An Introduction to SQL for Librarians

2015-09-15 tech

Update! This post has been adapted into Spanish with permission by Profesor Jose A. Senso at the University of Granada.

After August’s local Code4Lib meetup and SAA meeting, I’ve begun to consider blogging more about technical subjects. The biggest reason I haven’t so far is the fear of not being comprehensive enough or being too wordy. But if you want comprehensive, I suggest getting O’Reilly books and/or Database Design for Mere Mortals.¹ And I’ve accepted I’m going to be wordy…this isn’t my formal work documentation style, this style assumes we’re all still figuring stuff out and tries to be thorough. Some will be beginner stuff and some intermediate. Today is an introduction to SQL written for the people who are already database searching experts—librarians.²

Several years ago, a reference coworker with some technical aptitude sat me down and asked me what SQL was about and whether she could ever learn it. My answer was that, knowing what I did of her work, she probably wouldn’t need to know anything about SQL for her job. But yes, I did believe she could learn it. I think librarians, particularly the ones who spend the most time in subscription databases, have the right mindset to work with SQL.
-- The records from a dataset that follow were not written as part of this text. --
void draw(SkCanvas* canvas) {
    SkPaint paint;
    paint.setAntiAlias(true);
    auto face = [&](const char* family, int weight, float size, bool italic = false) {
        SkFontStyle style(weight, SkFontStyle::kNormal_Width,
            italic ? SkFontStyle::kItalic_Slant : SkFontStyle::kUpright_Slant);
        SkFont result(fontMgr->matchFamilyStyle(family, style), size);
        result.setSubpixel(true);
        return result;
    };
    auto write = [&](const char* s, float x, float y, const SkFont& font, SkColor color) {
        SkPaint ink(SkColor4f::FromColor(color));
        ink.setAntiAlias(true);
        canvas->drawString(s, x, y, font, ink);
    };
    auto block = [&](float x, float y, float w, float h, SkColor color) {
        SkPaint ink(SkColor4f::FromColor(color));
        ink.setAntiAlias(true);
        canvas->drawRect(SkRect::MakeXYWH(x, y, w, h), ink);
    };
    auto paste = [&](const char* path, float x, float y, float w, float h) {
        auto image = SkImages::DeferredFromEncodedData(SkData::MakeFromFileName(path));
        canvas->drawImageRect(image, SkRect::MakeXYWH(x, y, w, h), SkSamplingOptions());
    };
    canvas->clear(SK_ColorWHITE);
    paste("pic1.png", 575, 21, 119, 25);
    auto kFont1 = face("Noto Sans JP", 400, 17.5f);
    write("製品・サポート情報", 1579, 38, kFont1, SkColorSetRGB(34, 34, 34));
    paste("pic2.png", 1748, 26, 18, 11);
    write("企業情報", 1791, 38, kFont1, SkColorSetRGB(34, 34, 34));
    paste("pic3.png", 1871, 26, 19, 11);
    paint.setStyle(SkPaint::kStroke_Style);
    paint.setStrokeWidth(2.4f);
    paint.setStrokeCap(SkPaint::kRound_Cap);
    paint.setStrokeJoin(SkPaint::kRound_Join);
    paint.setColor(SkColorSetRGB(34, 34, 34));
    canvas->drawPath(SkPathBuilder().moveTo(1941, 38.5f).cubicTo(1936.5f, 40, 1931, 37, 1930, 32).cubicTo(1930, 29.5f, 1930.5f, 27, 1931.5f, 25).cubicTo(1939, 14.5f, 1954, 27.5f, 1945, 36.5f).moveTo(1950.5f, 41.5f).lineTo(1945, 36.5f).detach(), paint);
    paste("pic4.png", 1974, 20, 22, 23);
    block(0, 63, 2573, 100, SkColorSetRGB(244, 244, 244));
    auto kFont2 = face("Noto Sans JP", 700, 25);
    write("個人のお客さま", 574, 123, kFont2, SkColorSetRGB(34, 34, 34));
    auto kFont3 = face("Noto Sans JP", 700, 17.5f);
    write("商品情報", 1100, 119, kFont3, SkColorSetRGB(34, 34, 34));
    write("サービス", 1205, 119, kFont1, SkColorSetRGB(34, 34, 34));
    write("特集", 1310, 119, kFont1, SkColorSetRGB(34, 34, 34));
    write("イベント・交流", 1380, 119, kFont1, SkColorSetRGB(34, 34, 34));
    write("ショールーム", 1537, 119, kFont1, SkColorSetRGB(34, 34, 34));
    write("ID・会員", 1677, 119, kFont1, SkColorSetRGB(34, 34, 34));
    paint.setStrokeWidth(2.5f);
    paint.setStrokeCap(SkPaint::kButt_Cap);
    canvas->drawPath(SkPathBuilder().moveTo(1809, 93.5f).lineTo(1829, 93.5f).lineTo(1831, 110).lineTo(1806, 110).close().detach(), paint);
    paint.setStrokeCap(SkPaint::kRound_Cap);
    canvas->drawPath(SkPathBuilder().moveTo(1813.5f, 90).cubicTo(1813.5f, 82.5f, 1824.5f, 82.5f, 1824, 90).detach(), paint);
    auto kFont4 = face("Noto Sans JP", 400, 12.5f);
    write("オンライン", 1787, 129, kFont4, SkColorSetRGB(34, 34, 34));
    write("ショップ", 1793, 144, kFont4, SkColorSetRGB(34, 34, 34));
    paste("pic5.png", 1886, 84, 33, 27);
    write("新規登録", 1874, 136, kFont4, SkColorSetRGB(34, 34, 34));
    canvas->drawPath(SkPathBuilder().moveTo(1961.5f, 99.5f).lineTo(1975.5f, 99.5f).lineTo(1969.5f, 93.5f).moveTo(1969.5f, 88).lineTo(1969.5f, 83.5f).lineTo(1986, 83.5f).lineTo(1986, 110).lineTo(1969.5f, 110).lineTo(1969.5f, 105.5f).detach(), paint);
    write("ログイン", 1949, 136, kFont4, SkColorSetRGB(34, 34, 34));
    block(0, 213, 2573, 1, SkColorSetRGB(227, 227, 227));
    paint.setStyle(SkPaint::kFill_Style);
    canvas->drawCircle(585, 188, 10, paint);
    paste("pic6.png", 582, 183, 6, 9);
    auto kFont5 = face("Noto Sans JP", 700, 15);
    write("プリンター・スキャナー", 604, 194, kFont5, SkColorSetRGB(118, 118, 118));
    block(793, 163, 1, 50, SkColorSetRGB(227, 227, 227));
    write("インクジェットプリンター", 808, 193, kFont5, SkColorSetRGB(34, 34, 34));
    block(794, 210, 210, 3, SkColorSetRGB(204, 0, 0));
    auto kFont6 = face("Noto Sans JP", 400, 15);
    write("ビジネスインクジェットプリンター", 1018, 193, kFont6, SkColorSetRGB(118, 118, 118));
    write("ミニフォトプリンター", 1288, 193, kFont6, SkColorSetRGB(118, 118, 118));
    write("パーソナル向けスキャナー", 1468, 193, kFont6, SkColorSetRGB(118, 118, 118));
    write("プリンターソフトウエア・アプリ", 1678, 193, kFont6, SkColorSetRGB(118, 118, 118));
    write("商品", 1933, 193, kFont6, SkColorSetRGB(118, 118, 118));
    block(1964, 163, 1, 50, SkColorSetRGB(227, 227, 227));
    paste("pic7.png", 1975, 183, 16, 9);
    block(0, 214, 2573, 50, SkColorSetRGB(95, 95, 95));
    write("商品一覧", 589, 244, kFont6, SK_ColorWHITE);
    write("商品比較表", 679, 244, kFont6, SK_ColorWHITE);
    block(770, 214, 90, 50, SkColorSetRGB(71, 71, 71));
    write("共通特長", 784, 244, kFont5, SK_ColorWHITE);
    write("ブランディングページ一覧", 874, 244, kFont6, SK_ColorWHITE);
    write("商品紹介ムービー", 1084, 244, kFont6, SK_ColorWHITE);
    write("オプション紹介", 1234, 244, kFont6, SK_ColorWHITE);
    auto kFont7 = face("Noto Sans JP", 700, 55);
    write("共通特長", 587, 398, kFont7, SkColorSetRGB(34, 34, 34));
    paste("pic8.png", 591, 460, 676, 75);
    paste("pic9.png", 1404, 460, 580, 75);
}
So if she doesn’t need to learn about it, when might it be appropriate for a librarian to learn SQL?

Whether you need to know it depends on how deeply you have to dive into the software and systems that support the library’s work and what they run on. For example, at my place of work we have a MySQL database where we hold metadata before turning it into Fedora objects. I use SQL to extract that metadata into spreadsheets and then run update queries to improve that metadata. A lot of the work done around migrating Archivists’ Toolkit installations to ArchivesSpace involved digging into both databases. And it translates. Understanding SQL may help you better understand an API for a service you’re trying to set up. I’d definitely recommend it for metadata types and digital archives/collections types.
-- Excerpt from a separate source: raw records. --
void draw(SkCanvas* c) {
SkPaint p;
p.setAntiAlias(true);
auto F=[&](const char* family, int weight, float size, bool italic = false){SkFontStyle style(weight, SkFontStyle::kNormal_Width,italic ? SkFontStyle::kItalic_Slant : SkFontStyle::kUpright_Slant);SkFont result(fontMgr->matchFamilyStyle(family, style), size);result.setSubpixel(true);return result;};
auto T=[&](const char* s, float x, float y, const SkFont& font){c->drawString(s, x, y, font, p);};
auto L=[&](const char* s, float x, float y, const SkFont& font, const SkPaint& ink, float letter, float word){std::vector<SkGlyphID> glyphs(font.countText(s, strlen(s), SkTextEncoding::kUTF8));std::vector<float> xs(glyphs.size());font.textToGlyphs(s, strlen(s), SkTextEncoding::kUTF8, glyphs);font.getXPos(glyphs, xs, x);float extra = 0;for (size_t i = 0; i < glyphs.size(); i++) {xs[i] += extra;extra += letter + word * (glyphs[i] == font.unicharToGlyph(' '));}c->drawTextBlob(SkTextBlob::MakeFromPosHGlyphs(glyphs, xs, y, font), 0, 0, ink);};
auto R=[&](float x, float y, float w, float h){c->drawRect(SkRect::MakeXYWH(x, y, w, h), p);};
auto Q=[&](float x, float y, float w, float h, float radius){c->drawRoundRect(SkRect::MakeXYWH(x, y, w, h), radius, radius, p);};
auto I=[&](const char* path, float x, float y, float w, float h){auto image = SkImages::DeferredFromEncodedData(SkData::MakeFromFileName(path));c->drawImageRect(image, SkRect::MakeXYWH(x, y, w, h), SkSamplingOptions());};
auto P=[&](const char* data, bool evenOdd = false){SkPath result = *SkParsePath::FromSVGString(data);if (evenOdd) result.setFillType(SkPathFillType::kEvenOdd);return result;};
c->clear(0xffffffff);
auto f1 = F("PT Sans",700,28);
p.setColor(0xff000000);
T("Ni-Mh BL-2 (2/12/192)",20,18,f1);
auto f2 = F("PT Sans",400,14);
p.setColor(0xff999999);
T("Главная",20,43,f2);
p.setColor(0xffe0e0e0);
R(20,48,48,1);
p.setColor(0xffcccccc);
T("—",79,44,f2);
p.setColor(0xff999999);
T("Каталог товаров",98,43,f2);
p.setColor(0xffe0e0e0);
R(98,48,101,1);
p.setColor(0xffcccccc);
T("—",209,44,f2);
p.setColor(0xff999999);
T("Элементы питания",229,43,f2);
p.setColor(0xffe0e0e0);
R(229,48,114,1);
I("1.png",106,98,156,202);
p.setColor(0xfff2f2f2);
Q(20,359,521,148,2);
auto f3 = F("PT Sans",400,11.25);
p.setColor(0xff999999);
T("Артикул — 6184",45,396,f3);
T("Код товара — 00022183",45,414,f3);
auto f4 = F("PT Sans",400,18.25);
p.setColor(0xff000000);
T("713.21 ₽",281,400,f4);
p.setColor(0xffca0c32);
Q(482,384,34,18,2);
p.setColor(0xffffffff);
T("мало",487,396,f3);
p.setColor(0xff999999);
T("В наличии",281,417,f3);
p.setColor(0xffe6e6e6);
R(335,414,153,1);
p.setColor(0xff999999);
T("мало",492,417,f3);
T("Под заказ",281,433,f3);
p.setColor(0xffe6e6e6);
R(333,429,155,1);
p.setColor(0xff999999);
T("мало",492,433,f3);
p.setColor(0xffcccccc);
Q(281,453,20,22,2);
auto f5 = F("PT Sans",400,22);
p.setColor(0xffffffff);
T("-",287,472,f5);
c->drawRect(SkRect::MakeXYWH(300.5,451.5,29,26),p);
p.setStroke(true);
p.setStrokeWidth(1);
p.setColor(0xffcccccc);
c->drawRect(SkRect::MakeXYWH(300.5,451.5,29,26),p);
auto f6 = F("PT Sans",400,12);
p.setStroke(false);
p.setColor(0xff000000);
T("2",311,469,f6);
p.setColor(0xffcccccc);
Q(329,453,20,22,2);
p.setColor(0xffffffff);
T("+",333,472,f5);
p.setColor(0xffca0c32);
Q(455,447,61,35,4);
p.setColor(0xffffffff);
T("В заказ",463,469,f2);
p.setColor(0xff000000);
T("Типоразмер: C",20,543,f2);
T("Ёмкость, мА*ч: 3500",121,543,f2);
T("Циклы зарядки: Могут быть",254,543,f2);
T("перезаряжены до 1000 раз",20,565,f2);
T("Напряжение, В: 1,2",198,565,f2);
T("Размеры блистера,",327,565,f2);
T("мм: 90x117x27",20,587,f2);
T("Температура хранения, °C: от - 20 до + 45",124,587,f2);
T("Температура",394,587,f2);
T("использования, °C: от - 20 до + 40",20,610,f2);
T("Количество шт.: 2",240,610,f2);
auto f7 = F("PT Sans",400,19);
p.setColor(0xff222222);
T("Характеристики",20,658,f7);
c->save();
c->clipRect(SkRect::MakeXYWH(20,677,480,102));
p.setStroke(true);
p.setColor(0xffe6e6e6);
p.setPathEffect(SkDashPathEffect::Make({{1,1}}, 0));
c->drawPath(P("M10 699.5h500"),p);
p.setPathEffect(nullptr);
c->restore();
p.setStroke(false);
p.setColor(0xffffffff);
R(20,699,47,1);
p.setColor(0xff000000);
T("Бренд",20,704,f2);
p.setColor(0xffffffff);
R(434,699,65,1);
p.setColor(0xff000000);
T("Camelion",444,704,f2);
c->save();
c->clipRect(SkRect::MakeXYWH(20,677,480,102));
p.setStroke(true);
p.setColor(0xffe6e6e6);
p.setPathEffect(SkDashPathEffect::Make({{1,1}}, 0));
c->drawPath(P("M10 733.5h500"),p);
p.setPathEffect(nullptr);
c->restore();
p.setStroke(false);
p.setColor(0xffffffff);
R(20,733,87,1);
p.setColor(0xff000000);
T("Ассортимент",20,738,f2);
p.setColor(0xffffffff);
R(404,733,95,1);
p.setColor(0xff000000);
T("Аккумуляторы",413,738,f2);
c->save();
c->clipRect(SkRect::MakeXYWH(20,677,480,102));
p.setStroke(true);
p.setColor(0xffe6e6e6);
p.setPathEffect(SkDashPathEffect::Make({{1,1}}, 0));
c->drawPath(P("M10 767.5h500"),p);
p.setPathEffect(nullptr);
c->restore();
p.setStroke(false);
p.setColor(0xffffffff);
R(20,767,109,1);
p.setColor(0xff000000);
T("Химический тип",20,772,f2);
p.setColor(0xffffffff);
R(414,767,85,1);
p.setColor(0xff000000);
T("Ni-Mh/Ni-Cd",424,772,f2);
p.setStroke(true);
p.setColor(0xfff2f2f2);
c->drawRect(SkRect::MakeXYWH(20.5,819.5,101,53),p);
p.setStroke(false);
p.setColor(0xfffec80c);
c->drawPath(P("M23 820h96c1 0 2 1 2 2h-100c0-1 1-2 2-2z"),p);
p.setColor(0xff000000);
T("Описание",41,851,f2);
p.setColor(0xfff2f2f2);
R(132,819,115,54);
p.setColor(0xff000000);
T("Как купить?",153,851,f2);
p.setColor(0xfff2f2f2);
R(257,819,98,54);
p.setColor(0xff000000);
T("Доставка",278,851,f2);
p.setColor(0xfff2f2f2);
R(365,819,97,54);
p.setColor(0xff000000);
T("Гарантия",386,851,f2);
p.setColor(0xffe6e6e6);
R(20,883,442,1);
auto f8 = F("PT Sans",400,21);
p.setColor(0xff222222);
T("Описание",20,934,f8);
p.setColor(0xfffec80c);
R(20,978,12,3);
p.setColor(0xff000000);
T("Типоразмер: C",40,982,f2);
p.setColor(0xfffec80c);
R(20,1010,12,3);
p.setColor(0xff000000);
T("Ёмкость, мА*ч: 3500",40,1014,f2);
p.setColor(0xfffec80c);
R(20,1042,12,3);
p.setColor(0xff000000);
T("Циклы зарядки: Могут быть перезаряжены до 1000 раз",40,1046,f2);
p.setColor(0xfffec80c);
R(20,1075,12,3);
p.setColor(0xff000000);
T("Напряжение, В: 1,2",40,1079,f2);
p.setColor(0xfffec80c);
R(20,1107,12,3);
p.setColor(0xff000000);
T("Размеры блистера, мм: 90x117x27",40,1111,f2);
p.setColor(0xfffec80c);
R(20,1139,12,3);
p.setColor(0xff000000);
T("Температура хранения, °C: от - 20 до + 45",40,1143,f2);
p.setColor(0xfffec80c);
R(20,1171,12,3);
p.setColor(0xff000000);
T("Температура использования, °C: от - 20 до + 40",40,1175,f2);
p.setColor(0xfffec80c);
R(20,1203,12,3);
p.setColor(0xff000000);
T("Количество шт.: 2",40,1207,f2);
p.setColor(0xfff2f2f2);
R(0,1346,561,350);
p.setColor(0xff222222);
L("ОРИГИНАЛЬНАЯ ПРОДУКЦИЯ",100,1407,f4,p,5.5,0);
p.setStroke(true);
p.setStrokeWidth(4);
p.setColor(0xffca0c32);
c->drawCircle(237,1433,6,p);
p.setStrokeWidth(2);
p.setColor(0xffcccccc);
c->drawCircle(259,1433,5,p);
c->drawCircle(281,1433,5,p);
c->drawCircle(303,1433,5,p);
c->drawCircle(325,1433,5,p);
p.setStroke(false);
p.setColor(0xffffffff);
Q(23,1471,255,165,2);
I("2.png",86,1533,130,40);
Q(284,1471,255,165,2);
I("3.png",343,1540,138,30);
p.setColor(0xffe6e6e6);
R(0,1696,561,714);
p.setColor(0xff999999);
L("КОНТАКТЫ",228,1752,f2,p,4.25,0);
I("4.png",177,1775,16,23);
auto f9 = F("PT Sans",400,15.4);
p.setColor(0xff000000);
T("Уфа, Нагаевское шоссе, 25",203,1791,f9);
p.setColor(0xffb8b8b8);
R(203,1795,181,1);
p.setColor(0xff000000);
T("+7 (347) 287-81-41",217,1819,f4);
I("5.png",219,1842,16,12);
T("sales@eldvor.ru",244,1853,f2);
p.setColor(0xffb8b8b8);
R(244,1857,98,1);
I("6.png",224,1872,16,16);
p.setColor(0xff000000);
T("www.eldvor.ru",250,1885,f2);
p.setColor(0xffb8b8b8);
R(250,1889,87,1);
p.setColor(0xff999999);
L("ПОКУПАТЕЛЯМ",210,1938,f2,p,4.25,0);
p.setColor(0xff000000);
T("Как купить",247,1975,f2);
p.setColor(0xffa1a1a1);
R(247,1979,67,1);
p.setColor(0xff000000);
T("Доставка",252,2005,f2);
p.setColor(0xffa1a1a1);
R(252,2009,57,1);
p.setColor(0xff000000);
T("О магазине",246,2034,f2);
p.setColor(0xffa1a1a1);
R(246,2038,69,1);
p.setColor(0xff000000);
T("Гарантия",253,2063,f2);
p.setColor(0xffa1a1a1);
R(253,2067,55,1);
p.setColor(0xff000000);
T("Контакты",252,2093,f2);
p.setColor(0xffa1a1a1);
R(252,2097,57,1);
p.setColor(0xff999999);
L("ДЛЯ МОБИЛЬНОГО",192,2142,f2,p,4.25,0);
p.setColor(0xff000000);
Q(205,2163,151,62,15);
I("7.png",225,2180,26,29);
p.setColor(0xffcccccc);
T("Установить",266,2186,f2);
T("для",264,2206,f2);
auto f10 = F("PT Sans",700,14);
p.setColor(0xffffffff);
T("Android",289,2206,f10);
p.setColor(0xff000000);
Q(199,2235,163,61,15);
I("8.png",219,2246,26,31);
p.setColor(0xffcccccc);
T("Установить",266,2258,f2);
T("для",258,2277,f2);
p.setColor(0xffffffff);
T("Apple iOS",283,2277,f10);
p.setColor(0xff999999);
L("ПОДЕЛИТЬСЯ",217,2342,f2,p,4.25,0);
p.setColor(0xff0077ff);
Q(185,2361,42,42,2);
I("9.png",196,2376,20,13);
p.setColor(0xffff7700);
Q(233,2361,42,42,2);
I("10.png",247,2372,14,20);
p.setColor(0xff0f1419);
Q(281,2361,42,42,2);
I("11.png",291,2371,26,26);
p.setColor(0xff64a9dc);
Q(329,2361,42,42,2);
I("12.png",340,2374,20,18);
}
Preliminaries: Things to Know But Not Worry About

SQL has dialects based on the type of setup you’re using. What I’m going to be talking about relates to MySQL databases. You may be using a PostgreSQL or SQL Server. You can look up dialectical differences here and find threads on various forums talking about why MySQL doesn’t support FULL OUTER JOIN, but my advice for starting out is not to worry too much about it. Most of it’s the same.

Why backticks? Why only sometimes? When looking around, you may see SQL written as

SELECT `comment_author` FROM `wp_comments`;

In MySQL, backticks are used to to indicate that the phrase is some kind of identifier: a database name, a table name, or a field name. It lets MySQL support spaces in field or table names³ and lets you use a reserved word like from as a name without causing errors. If you’re not worried about those use cases, you don’t need to use it but you always can. I’m going to use them in my prose so that you know I’m talking about a database/table/field but not in my code examples because I generally write SQL without them.

Why are Librarians Suited to SQL?

Because querying information is what we do. You’ve thought “ok this is what I want, now where do I go to get it and what should I put into the fields?” In many cases we’re already doing mediated queries which are functionally indistinguishable from SQL. When you’re saying that you want to search for Article from a database where a Title is “Name of the title,” what you’re doing is essentially the same as writing a SQL query. Reports used to get data from or update data in your ILS use the same type of querying.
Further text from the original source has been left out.